RICEVIAMO E PUBBLICHIAMO DAI GIOVANI DEMOCRATICI
Prima che come Giovani Democratici, come giovani siciliani ci riteniamo profondamente indignati per la presenza oggi a Vittoria del Segretario Nazionale della Lega Nord Matteo Salvini. Non è la prima volta che Salvini si presenta nel territorio ragusano fingendosi portavoce degli interessi degli agricoltori vittoriesi per mero calcolo elettorale. Ci preme ricordare il fatto che Salvini è segretario di un partito che ha sempre considerato la Sicilia come il «terzo mondo», come un carrozzone che fa male all’Italia. Il suo partito è quello che ha sempre gridato alla secessione del nord Italia e il fatto che oggi per l’ennesima volta viene qua per gridare fandonie ci riempie di rabbia perché per meri calcoli elettorali specula sulle spalle dei tanti agricoltori che in questo momento si trovano ad affrontare una crisi importante. Durante il suo intervento oggi ha detto che sarebbe andato a Bruxelles e a Roma per risolvere questa questione, quindi ci auguriamo che finisca di fare giri per l’Italia e per le televisioni e vada nel Parlamento Europeo a fare il lavoro per il quale viene pagato.

Oltretutto ricordiamo che «i giovani padani»,durante il congresso del 2013, hanno detto, alla presenza di Salvini, che noi giovani del mezzogiorno rubiamo i soldi ai nostri coetanei del nord.

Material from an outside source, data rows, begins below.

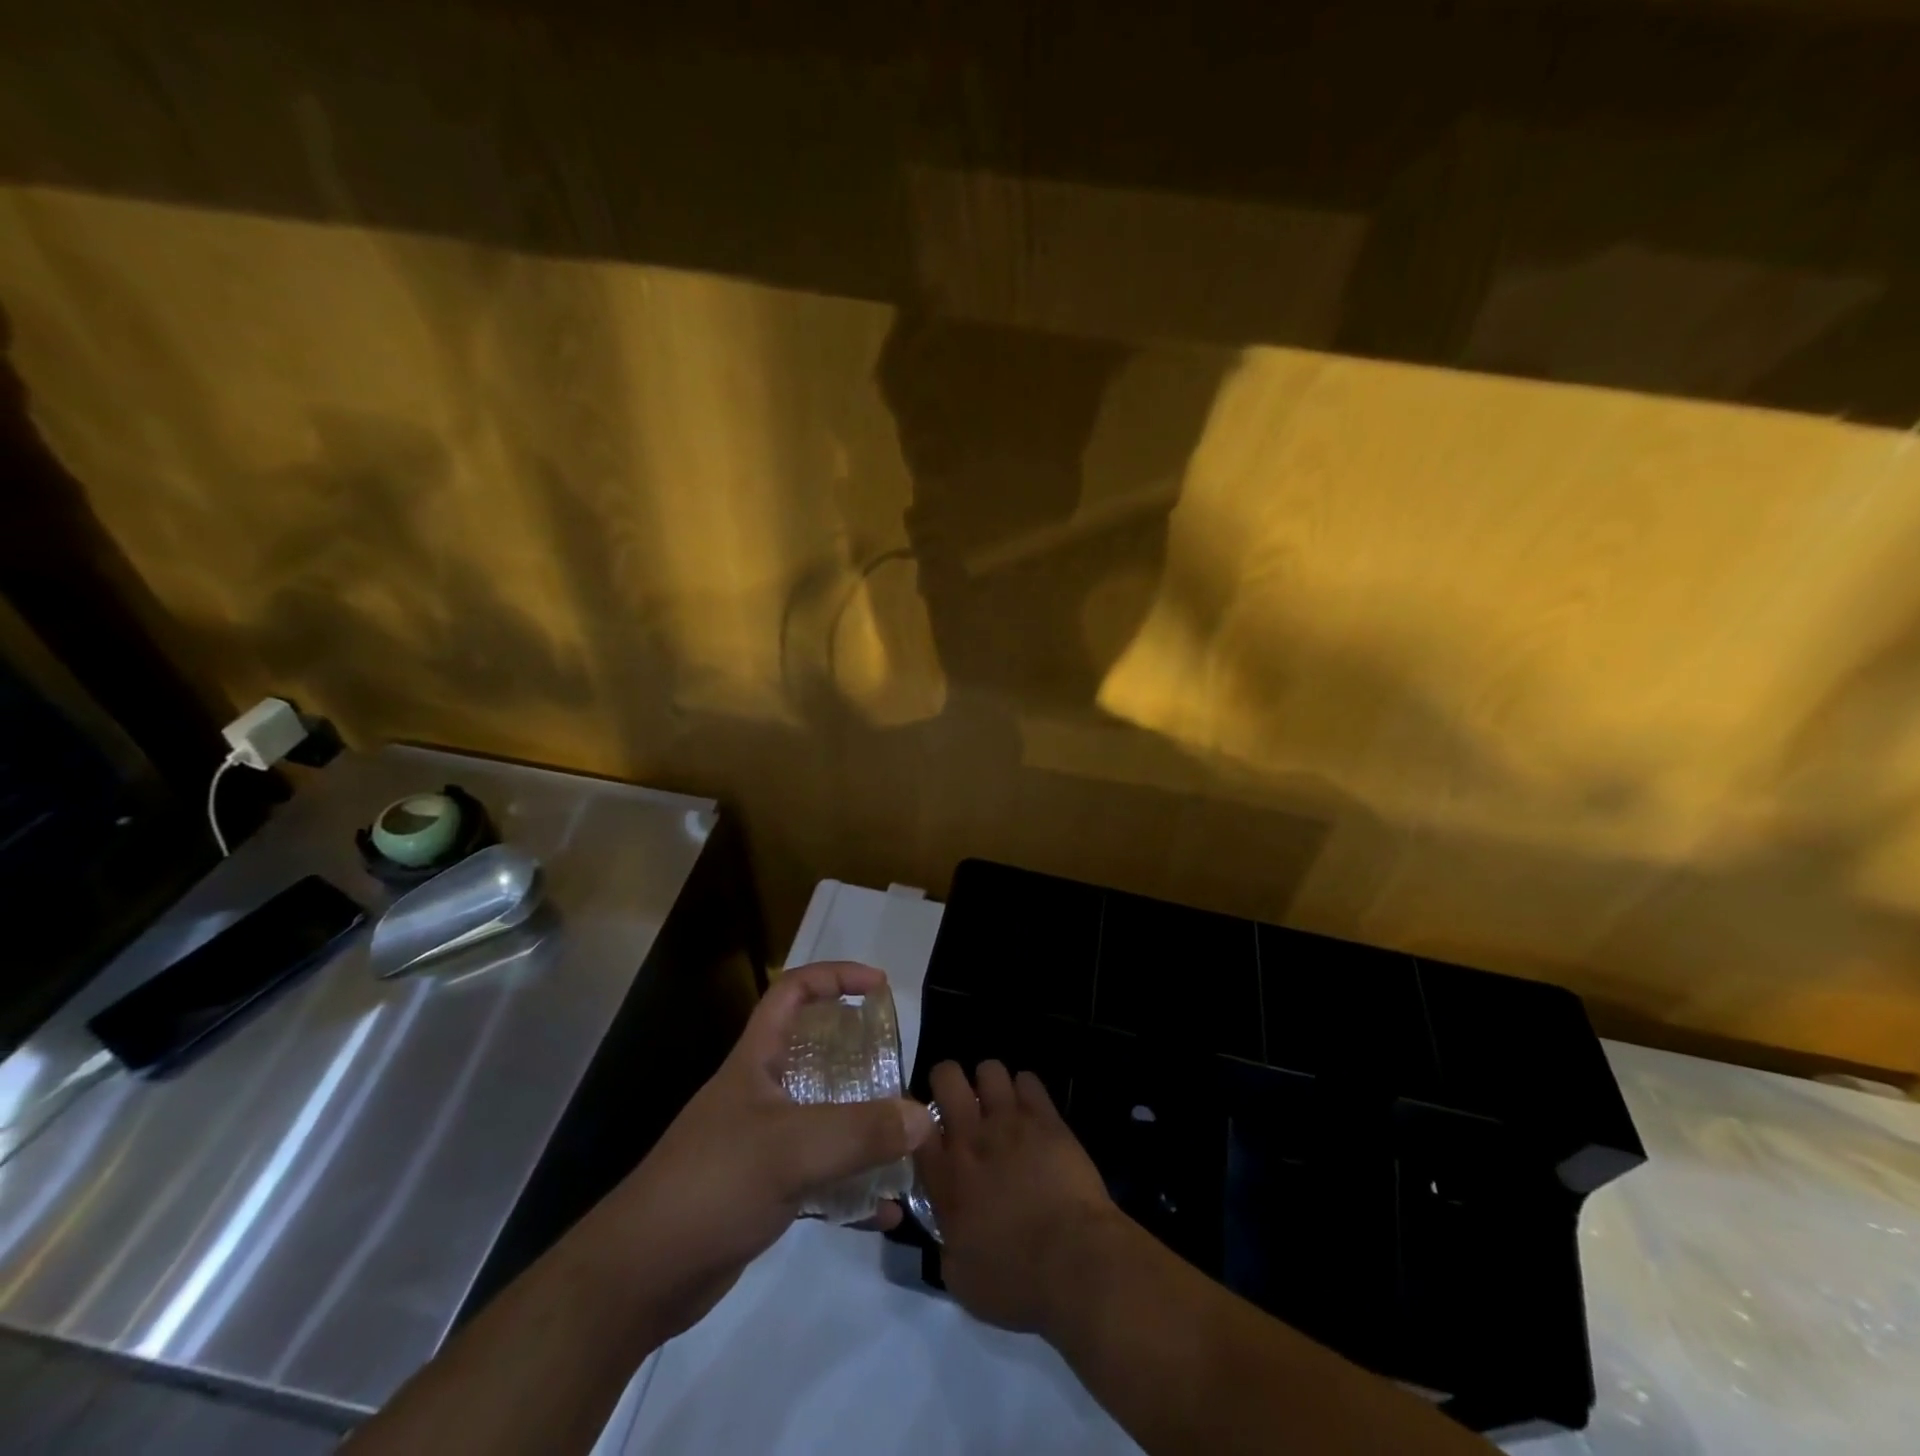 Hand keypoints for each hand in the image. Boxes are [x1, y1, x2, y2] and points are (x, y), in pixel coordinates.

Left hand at [595, 962, 934, 1338]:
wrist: (640, 1278)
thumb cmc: (712, 1186)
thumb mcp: (790, 1150)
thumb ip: (860, 1131)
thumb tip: (924, 1116)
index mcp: (757, 1061)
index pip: (793, 991)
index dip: (835, 977)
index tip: (879, 986)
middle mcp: (761, 1093)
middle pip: (816, 1053)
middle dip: (860, 1055)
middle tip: (899, 1068)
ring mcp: (762, 1143)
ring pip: (824, 1117)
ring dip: (863, 1126)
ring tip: (905, 1138)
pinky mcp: (765, 1191)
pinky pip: (821, 1176)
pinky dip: (853, 1187)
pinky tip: (885, 1209)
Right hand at [915, 1059, 1123, 1334]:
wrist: (1074, 1263)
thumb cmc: (1015, 1282)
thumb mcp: (960, 1277)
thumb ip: (946, 1240)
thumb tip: (949, 1225)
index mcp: (944, 1177)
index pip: (914, 1124)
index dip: (917, 1118)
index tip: (925, 1127)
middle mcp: (970, 1138)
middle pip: (947, 1076)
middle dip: (949, 1081)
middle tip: (959, 1103)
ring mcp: (1010, 1121)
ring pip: (990, 1069)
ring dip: (990, 1084)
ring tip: (998, 1105)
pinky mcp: (1046, 1118)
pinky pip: (1029, 1080)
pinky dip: (1026, 1090)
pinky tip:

Citiamo questo proprio perché vogliamo ricordare ai nostri concittadini giovani e meno giovani che il sign. Salvini non ha a cuore i problemi della nostra terra ma l’unica cosa che ha a cuore sono i nostri voti.

Ci indigna inoltre il fatto che ci siano personaggi politici ormai al tramonto che tentano di riciclarsi all’interno della compagine leghista perché riteniamo come fuori da qualunque logica il fatto che un siciliano possa sostenere un leader politico che ha sempre considerato noi siciliani come «terroni» solo mafia e mandolino, ma capiamo bene che per una poltrona c’è chi è disposto a vedere offesa la propria terra ogni giorno, dimostrando la più totale mancanza di rispetto e interesse nei confronti dei propri concittadini.